**Exercise aim**
In the entries below, find the line with "R(1523,40,103,53)" and the line with "R(1074,228,331,160)". Print those two and everything between them exactly, and nothing else.
** Entries provided follows **
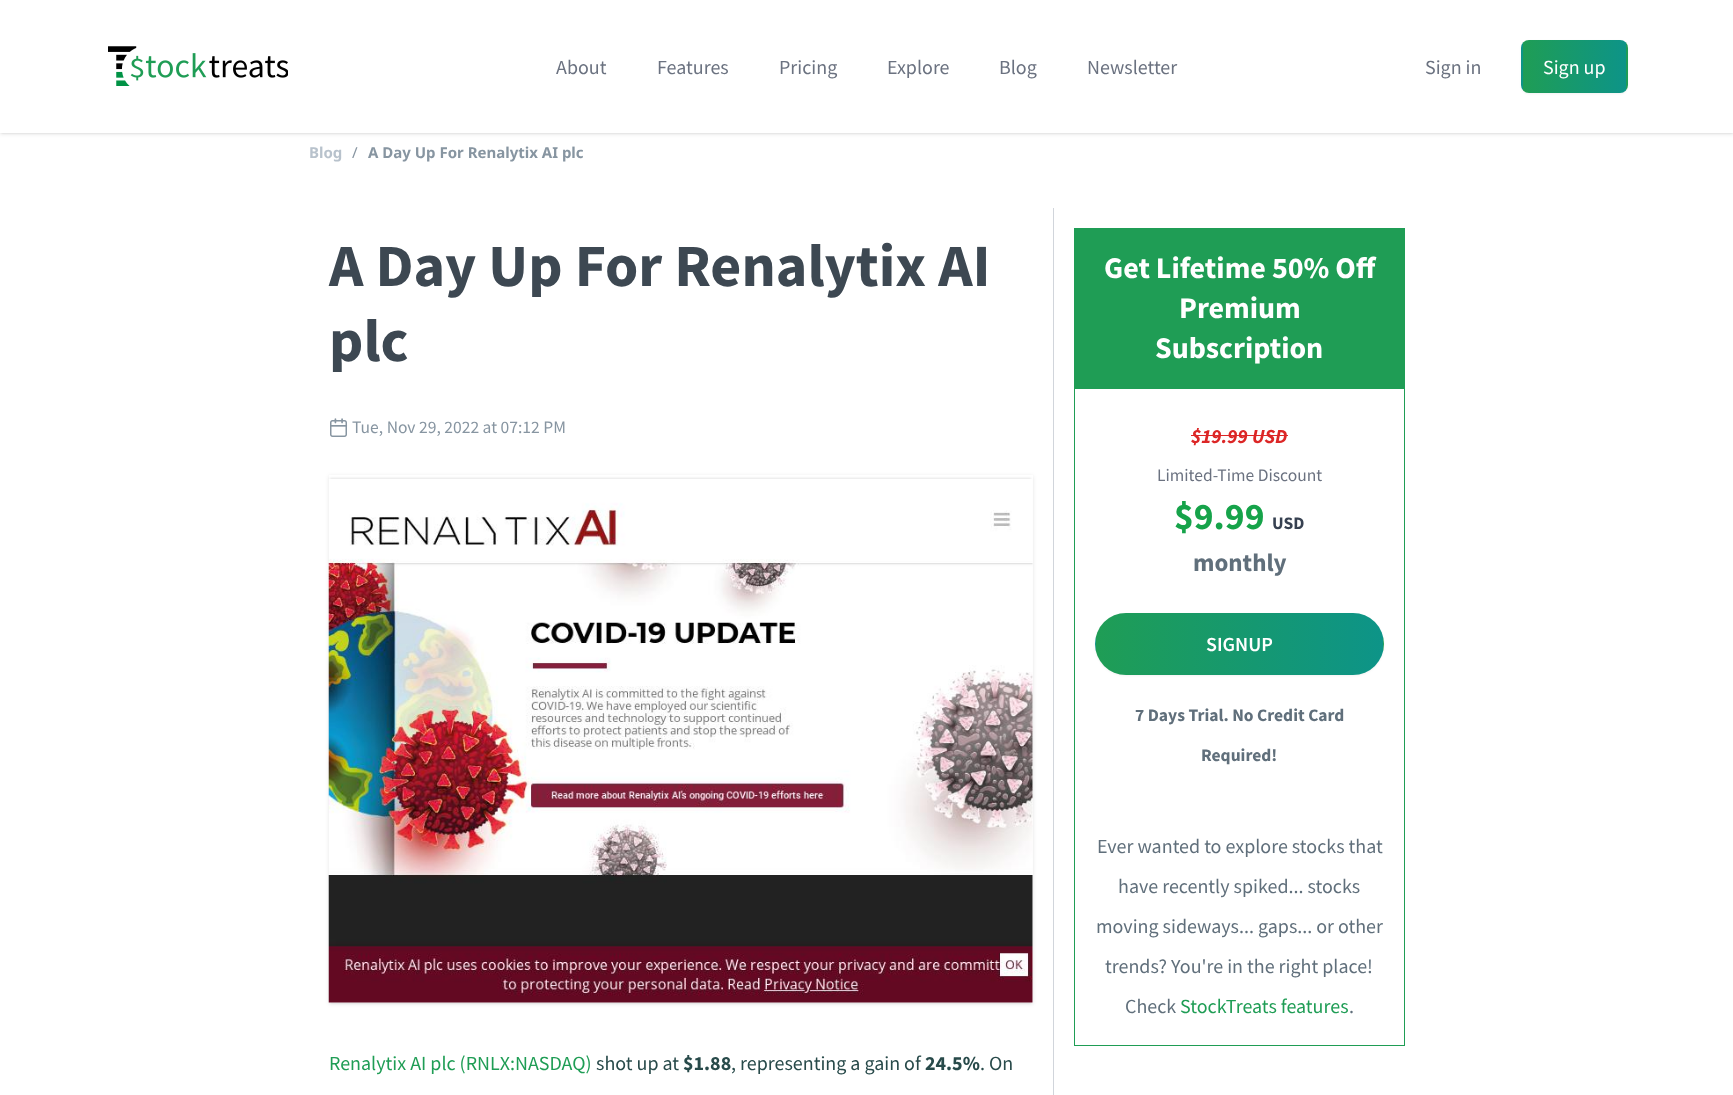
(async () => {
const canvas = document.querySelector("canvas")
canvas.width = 1733
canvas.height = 1095
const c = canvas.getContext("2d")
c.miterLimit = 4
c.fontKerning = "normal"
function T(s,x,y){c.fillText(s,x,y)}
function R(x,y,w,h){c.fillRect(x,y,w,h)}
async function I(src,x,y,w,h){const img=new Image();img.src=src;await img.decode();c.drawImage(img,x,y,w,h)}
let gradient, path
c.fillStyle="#fff"
R(0,0,1733,1095)
c.fillStyle="#0000001a"
c.filter="blur(1px)"
c.beginPath()
c.rect(1,3,1732,130)
c.fill()
c.filter="none"
c.filter="blur(2px)"
c.beginPath()
c.rect(0,1,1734,133)
c.fill()
c.filter="none"
c.fillStyle="#fff"
R(0,0,1733,133)
await I("1.png",108,46,180,40)
c.font="20px Source Sans Pro"
c.fillStyle="#6b7280"
T("About",556,74)
T("Features",657,74)
T("Pricing",779,74)
T("Explore",887,74)
T("Blog",999,74)
T("Newsletter",1087,74)
T("Sign in",1425,74)
c.fillStyle="#0000000d"
c.filter="blur(1px)"
c.beginPath()
c.roundRect(1521,41,107,53,8)
c.fill()
c.filter="none"
c.save()
c.beginPath()
c.roundRect(1521,40,107,53,8)
c.clip()
gradient = c.createLinearGradient(1419,66,1523,66)
gradient.addColorStop(0,"#1f9d55")
gradient.addColorStop(1,"#0d9488")
c.fillStyle = gradient
R(1521,40,2,53)
gradient = c.createLinearGradient(1523,66,1626,66)
gradient.addColorStop(0,"#1f9d55")
gradient.addColorStop(1,"#0d9488")
c.fillStyle = gradient
R(1523,40,103,53)
gradient = c.createLinearGradient(1626,66,1730,66)
gradient.addColorStop(0,"#1f9d55")
gradient.addColorStop(1,"#0d9488")
c.fillStyle = gradient
R(1626,40,2,53)
c.restore()
c.fillStyle="#fff"
T("Sign up",1543,74)
c.font="bold 15px Noto Sans"
c.fillStyle="#b8c2cc"
T("Blog",309,158)
c.font="15px Noto Sans"
c.fillStyle="#8795a1"
T("/",352,158)
c.font="bold 15px Noto Sans"
T("A Day Up For Renalytix AI plc",368,158)
c.font="bold 60px Source Sans Pro"
c.fillStyle="#3d4852"
T("A Day Up For Renalytix AI",329,286)
T("plc",329,361)
await I("2.png",330,418,18,19)
c.font="17.5px Source Sans Pro"
c.fillStyle="#8795a1"
T("Tue, Nov 29, 2022 at 07:12 PM",352,433)
c.fillStyle="#0000001a"
c.filter="blur(1px)"
c.beginPath()
c.rect(330,478,701,525)
c.fill()
c.filter="none"
c.save()
path = new Path2D("M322 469h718v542h-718zm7 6h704v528h-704z")
c.clip(path,"evenodd")
c.filter="blur(2px)"
c.beginPath()
c.rect(329,476,704,528)
c.fill()
c.filter="none"
c.restore()
await I("3.png",328,479,705,524)
c.font="20px Source Sans Pro"
c.fillStyle="#1f9d55"
T("Renalytix AI plc (RNLX:NASDAQ)",329,1070)
c.fillStyle="#284a4a"
T("shot up at",596,1070)
c.font="bold 20px Source Sans Pro"
T("$1.88",683,1070)
c.font="20px Source Sans Pro"
T(", representing a gain of",731,1070)
c.font="bold 20px Source Sans Pro"
T("24.5%",925,1070)
c.font="20px Source Sans Pro"
T(". On",980,1070)
c.fillStyle="#d1d5db"
R(1053,208,1,887)
c.fillStyle="#1f9d55"
R(1074,228,331,160)
c.font="bold 30px Source Sans Pro"
c.fillStyle="#fff"
T("Get Lifetime 50% Off",1104,278)
T("Premium",1179,318)
T("Subscription",1155,358)
c.strokeStyle="#1f9d55"
c.strokeRect(1074.5,388.5,330,657)
c.font="italic bold 20px Source Sans Pro"
c.fillStyle="#dc2626"
T("$19.99 USD",1191,443)
R(1191,435,97,1)
c.font="17.5px Source Sans Pro"
c.fillStyle="#6b7280"
T("Limited-Time Discount",1157,481)
c.font="bold 37.5px Source Sans Pro"
c.fillStyle="#16a34a"
T("$9.99",1174,529)
c.font="bold 17.5px Source Sans Pro"
c.fillStyle="#374151"
T("USD",1272,529)
c.font="bold 25px Source Sans Pro"
c.fillStyle="#606f7b"
T("monthly",1193,571)
c.fillStyle="#0000000d"
c.filter="blur(1px)"
c.beginPath()
c.roundRect(1095,614,289,62,31)
c.fill()
c.filter="none"
c.save()
c.beginPath()
c.roundRect(1095,613,289,62,31)
c.clip()
gradient = c.createLinearGradient(810,644,1096,644)
gradient.addColorStop(0,"#1f9d55")
gradient.addColorStop(1,"#0d9488")
c.fillStyle = gradient
R(1095,636,1,16)
gradient = c.createLinearGradient(1096,644,1383,644)
gradient.addColorStop(0,"#1f9d55")
gradient.addColorStop(1,"#0d9488")
c.fillStyle = gradient
R(1096,613,287,62)
gradient = c.createLinearGradient(1383,644,1669,644)
gradient.addColorStop(0,"#1f9d55")
gradient.addColorStop(1,"#0d9488")
c.fillStyle = gradient
R(1383,636,1,16)
c.restore()
c.font="600 20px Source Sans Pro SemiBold"
c.fillStyle="#fff"
T("SIGNUP",1206,651)
c.font="bold 17.5px Source Sans Pro"
c.fillStyle="#606f7b"
T("7 Days Trial. No Credit Card",1135,721)
T("Required!",1201,761)
c.font="20px Source Sans Pro"
T("Ever wanted to explore stocks that",1097,853)
T("have recently spiked... stocks",1118,893)
T("moving sideways... gaps... or other",1096,933)
T("trends? You're in the right place!",1105,973)
T("Check",1125,1013)
c.fillStyle="#1f9d55"
T("StockTreats features",1180,1013)
c.fillStyle="#606f7b"
T(".",1349,1013)
})()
** End of Entries provided **
**Answer to the problem**
R(1523,40,103,53)
gradient = c.createLinearGradient(1626,66,1730,66)
gradient.addColorStop(0,"#1f9d55")
gradient.addColorStop(1,"#0d9488")
c.fillStyle = gradient
R(1626,40,2,53)
c.restore()
c.fillStyle="#fff"
T("Sign up",1543,74)
c.font="bold 15px Noto Sans"
c.fillStyle="#b8c2cc"
T("Blog",309,158)
c.font="15px Noto Sans"
c.fillStyle="#8795a1"
T("/",352,158)
c.font="bold 15px Noto Sans"
T("A Day Up For Renalytix AI plc",368,158)
c.font="bold 60px Source Sans Pro"
c.fillStyle="#3d4852"
T("A Day Up For Renalytix AI",329,286)
T("plc",329,361)
await I("2.png",330,418,18,19)
c.font="17.5px Source Sans Pro"
c.fillStyle="#8795a1"
T("Tue, Nov 29, 2022 at 07:12 PM",352,433)
c.fillStyle="#0000001a"
c.filter="blur(1px)"
c.beginPath()
c.rect(330,478,701,525)
c.fill()
c.filter="none"
c.save()
path = new Path2D("M322 469h718v542h-718zm7 6h704v528h-704z")
c.clip(path,"evenodd")
c.filter="blur(2px)"
c.beginPath()
c.rect(329,476,704,528)
c.fill()
c.filter="none"
c.restore()
await I("3.png",328,479,705,524)
c.font="20px Source Sans Pro"
c.fillStyle="#1f9d55"
T("Renalytix AI plc (RNLX:NASDAQ)",329,1070)
c.fillStyle="#284a4a"
T("shot up at",596,1070)
c.font="bold 20px Source Sans Pro"
T("$1.88",683,1070)
c.font="20px Source Sans Pro"
T(", representing a gain of",731,1070)
c.font="bold 20px Source Sans Pro"
T("24.5%",925,1070)
c.font="20px Source Sans Pro"
T(". On",980,1070)
c.fillStyle="#d1d5db"
R(1053,208,1,887)
c.fillStyle="#1f9d55"
R(1074,228,331,160)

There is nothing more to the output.